▶ **PROMPT**
Each line of the records containing "Zdravotní" is to be copied out and returned.

── DATA PROVIDED

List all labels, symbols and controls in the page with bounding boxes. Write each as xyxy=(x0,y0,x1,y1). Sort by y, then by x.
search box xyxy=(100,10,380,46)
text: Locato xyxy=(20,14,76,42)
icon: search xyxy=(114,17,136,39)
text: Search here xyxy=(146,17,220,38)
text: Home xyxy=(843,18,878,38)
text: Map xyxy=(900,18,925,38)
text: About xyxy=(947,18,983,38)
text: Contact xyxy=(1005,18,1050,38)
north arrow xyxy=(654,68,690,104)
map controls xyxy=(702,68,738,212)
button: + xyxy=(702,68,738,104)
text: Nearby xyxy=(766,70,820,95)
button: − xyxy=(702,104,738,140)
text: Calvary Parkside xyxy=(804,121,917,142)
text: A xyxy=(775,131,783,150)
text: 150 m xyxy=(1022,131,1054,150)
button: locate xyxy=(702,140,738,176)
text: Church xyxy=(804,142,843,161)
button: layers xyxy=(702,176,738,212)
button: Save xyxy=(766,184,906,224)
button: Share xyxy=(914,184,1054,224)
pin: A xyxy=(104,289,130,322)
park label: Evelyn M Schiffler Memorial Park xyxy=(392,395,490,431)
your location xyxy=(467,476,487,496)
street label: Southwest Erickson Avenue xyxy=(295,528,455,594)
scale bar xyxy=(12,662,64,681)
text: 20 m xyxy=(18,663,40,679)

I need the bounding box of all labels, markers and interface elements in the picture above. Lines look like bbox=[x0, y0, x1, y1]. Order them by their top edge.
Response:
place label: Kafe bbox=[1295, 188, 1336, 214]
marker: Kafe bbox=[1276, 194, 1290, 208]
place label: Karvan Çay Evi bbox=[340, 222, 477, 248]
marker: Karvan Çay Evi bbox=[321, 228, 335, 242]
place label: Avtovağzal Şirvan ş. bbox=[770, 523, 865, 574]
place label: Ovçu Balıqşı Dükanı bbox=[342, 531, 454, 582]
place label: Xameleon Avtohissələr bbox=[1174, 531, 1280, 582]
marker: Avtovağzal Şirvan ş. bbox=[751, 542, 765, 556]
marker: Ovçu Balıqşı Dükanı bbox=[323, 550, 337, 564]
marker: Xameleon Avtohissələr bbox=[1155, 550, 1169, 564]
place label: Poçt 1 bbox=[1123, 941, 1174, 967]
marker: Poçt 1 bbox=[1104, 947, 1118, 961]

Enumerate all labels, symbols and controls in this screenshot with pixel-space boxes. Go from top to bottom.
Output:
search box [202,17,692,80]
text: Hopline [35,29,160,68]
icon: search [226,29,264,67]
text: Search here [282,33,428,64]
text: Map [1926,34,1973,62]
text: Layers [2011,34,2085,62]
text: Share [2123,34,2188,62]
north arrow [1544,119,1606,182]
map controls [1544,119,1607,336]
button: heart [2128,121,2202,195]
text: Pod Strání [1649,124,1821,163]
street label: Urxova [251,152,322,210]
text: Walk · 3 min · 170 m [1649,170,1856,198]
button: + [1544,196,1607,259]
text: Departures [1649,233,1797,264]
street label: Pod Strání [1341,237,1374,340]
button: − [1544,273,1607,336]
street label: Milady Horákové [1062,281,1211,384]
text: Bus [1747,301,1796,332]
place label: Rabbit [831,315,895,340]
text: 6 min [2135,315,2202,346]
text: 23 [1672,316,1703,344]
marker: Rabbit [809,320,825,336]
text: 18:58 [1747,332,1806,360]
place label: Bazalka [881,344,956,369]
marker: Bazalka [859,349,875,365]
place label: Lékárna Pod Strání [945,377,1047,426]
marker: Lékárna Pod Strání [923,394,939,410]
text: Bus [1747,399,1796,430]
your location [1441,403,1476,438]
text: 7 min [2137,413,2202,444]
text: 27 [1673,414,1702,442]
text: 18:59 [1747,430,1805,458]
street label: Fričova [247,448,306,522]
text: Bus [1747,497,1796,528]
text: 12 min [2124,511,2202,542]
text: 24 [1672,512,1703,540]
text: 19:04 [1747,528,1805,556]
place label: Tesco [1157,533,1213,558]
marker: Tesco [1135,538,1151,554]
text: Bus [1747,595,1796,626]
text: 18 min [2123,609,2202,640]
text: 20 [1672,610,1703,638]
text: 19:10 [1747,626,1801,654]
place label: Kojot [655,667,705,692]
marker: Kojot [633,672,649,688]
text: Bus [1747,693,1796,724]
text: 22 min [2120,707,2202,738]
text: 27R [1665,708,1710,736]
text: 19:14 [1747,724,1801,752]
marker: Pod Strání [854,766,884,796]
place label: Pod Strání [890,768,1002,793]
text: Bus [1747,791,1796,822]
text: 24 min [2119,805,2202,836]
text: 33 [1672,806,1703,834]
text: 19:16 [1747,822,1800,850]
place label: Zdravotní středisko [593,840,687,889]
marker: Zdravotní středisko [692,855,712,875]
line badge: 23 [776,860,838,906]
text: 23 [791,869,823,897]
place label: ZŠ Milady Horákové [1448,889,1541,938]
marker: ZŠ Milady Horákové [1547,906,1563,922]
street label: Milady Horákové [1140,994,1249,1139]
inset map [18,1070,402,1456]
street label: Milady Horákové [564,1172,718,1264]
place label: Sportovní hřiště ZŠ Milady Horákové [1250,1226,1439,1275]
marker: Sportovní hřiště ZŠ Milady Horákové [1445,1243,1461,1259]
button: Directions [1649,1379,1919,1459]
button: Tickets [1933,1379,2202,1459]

────

▶ **RESULT FOR THIS EXERCISE**
place label: Zdravotní středisko [593,840,687,889]
marker: Zdravotní středisko [692,855,712,875]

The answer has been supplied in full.